Instructions for the task
A faithful copy of the data below is required, leaving out every picture.

(Extracted data entries)

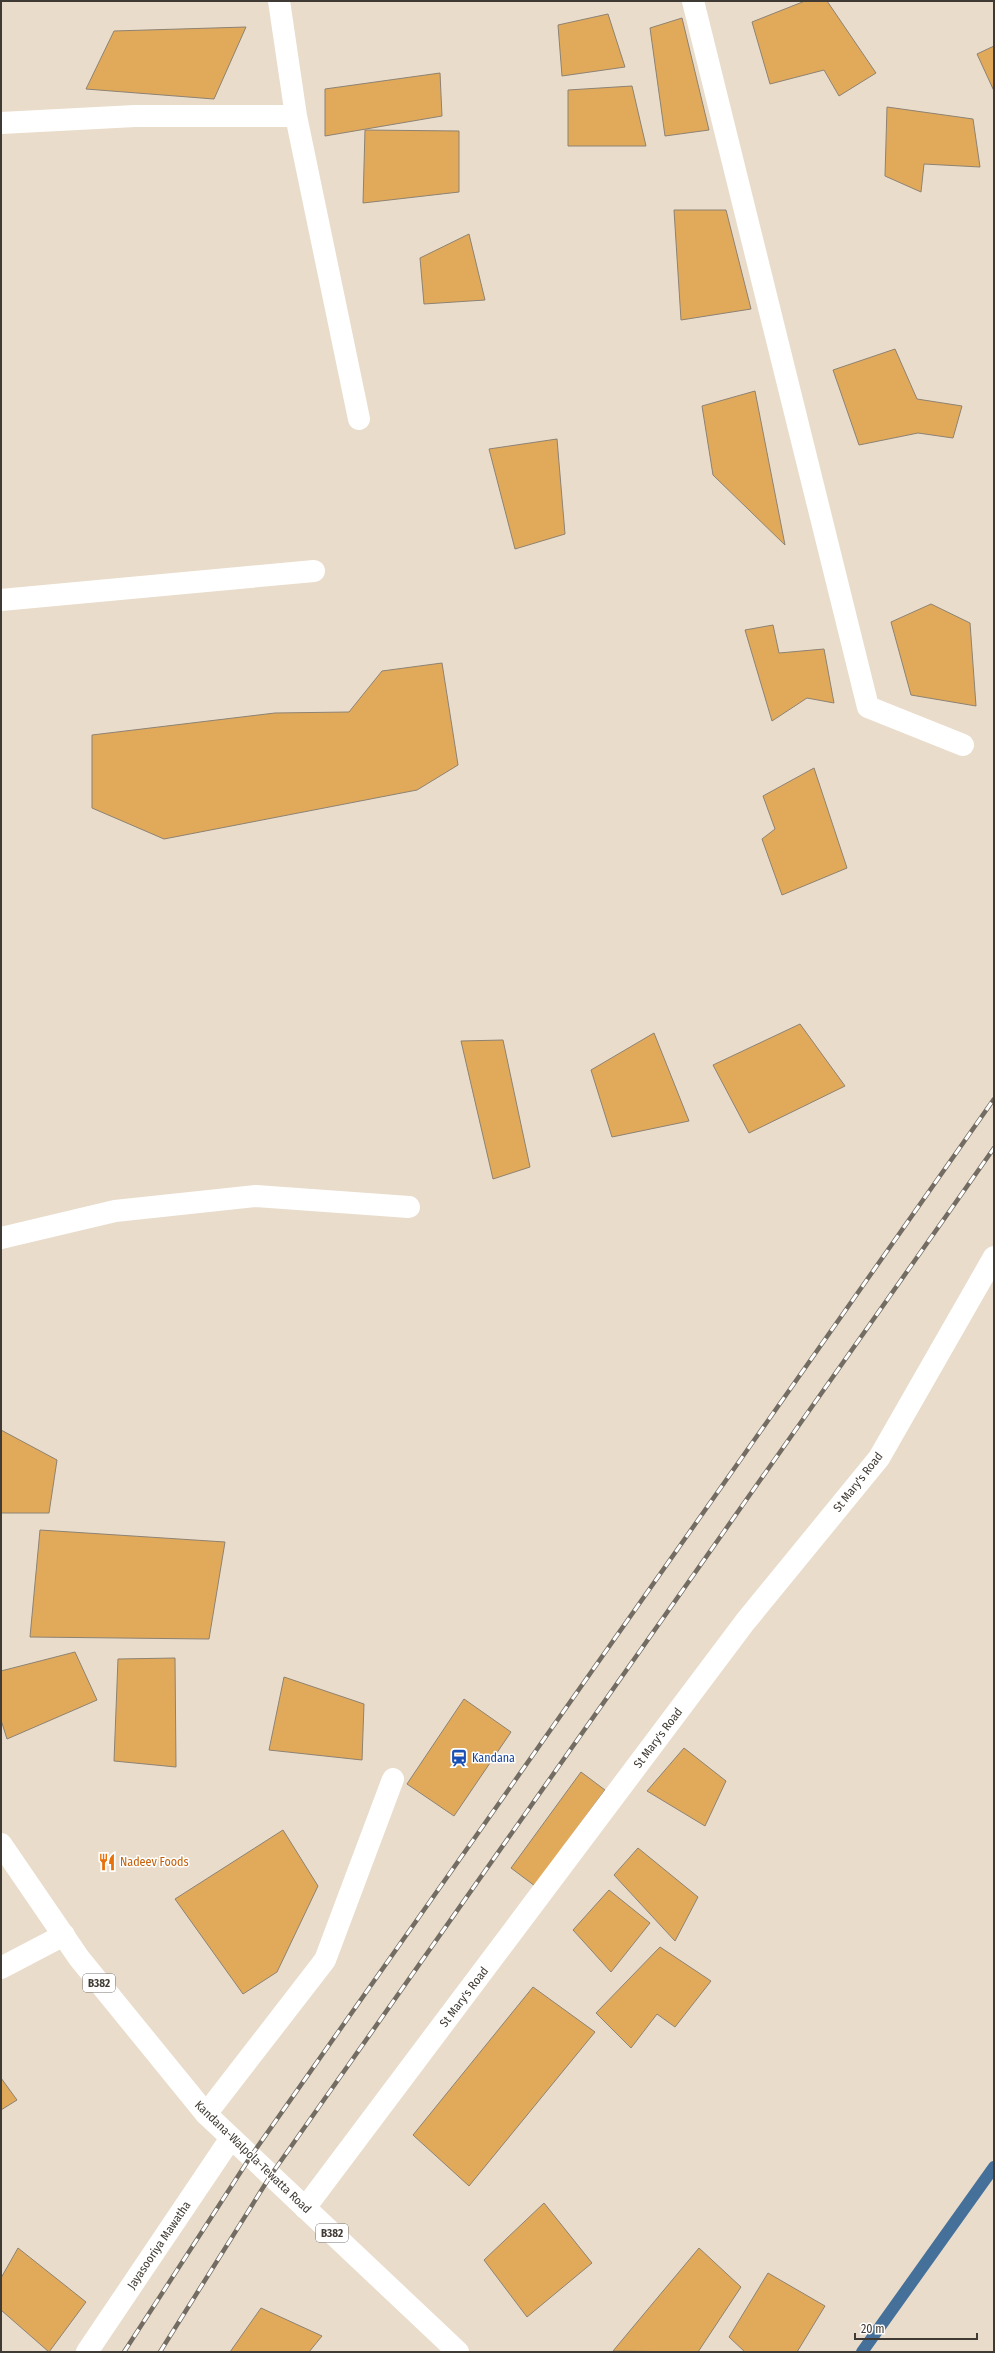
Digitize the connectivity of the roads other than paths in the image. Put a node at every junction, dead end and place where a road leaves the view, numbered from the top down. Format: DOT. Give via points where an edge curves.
graph roads {
  1 [pos="279,1"];
  2 [pos="694,1"];
  3 [pos="296,116"];
  4 [pos="1,123"];
  5 [pos="359,419"];
  6 [pos="314,571"];
  7 [pos="1,600"];
  8 [pos="963,744"];
  9 [pos="409,1207"];
  10 [pos="1,1238"];
  11 [pos="994,1257"];
  12 [pos="393,1779"];
  13 [pos="1,1844"];
  14 [pos="64,1934"];
  15 [pos="1,1968"];
  16 [pos="206,2114"];
  17 [pos="231,2138"];
  18 [pos="305,2208"];
  19 [pos="87,2352"];
  20 [pos="458,2352"];
  1 -- 3 [label="street"];
  2 -- 8 [label="street" via="868,707"];
  3 -- 4 [label="street" via="135,116"];
  3 -- 5 [label="street"];
  6 -- 7 [label="street"];
  9 -- 10 [label="street" via="256,1196 115,1211"];
  11 -- 18 [label="street, St Mary's Road" via="878,1458 745,1622"];
  12 -- 16 [label="street" via="325,1960"];
  13 -- 14 [label="street, Kandana-Walpola-Tewatta Road / B382"];
  14 -- 15 [label="street"];
  14 -- 16 [label="street, Kandana-Walpola-Tewatta Road / B382" via="79,1958"];
  16 -- 17 [label="street, Kandana-Walpola-Tewatta Road / B382"];
  17 -- 18 [label="street, Kandana-Walpola-Tewatta Road / B382"];
  17 -- 19 [label="street, Jayasooriya Mawatha"];
  18 -- 20 [label="street, Kandana-Walpola-Tewatta Road / B382"];
}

Result for this task
Digitize the connectivity of the roads other than paths in the image. Put a node at every junction, dead end and place where a road leaves the view, numbered from the top down. Format: DOT. Give via points where an edge curves.
graph roads {
  1 [pos="279,1"];
  2 [pos="694,1"];
  3 [pos="296,116"];
  4 [pos="1,123"];
  5 [pos="359,419"];
  6 [pos="314,571"];
  7 [pos="1,600"];
  8 [pos="963,744"];
  9 [pos="409,1207"];
  10 [pos="1,1238"];
  11 [pos="994,1257"];
  12 [pos="393,1779"];
  13 [pos="1,1844"];
  14 [pos="64,1934"];
  15 [pos="1,1968"];
  16 [pos="206,2114"];
  17 [pos="231,2138"];
  18 [pos="305,2208"];
  19 [pos="87,2352"];
  20 [pos="458,2352"];
  1 -- 3 [label="street"];
  2 -- 8 [label="street" via="868,707"];
  3 -- 4 [label="street" via="135,116"];
  3 -- 5 [label="street"];
  6 -- 7 [label="street"];
  9 -- 10 [label="street" via="256,1196 115,1211"];
  11 -- 18 [label="street, St Mary's Road" via="878,1458 745,1622"];
  12 -- 16 [label="street" via="325,1960"];
  13 -- 14 [label="street, Kandana-Walpola-Tewatta Road / B382"];
  14 -- 15 [label="street"];
  14 -- 16 [label="street, Kandana-Walpola-Tewatta Road / B382" via="79,1958"];
  16 -- 17 [label="street, Kandana-Walpola-Tewatta Road / B382"];
  17 -- 18 [label="street, Kandana-Walpola-Tewatta Road / B382"];
  17 -- 19 [label="street, Jayasooriya Mawatha"];
  18 -- 20 [label="street, Kandana-Walpola-Tewatta Road / B382"];
}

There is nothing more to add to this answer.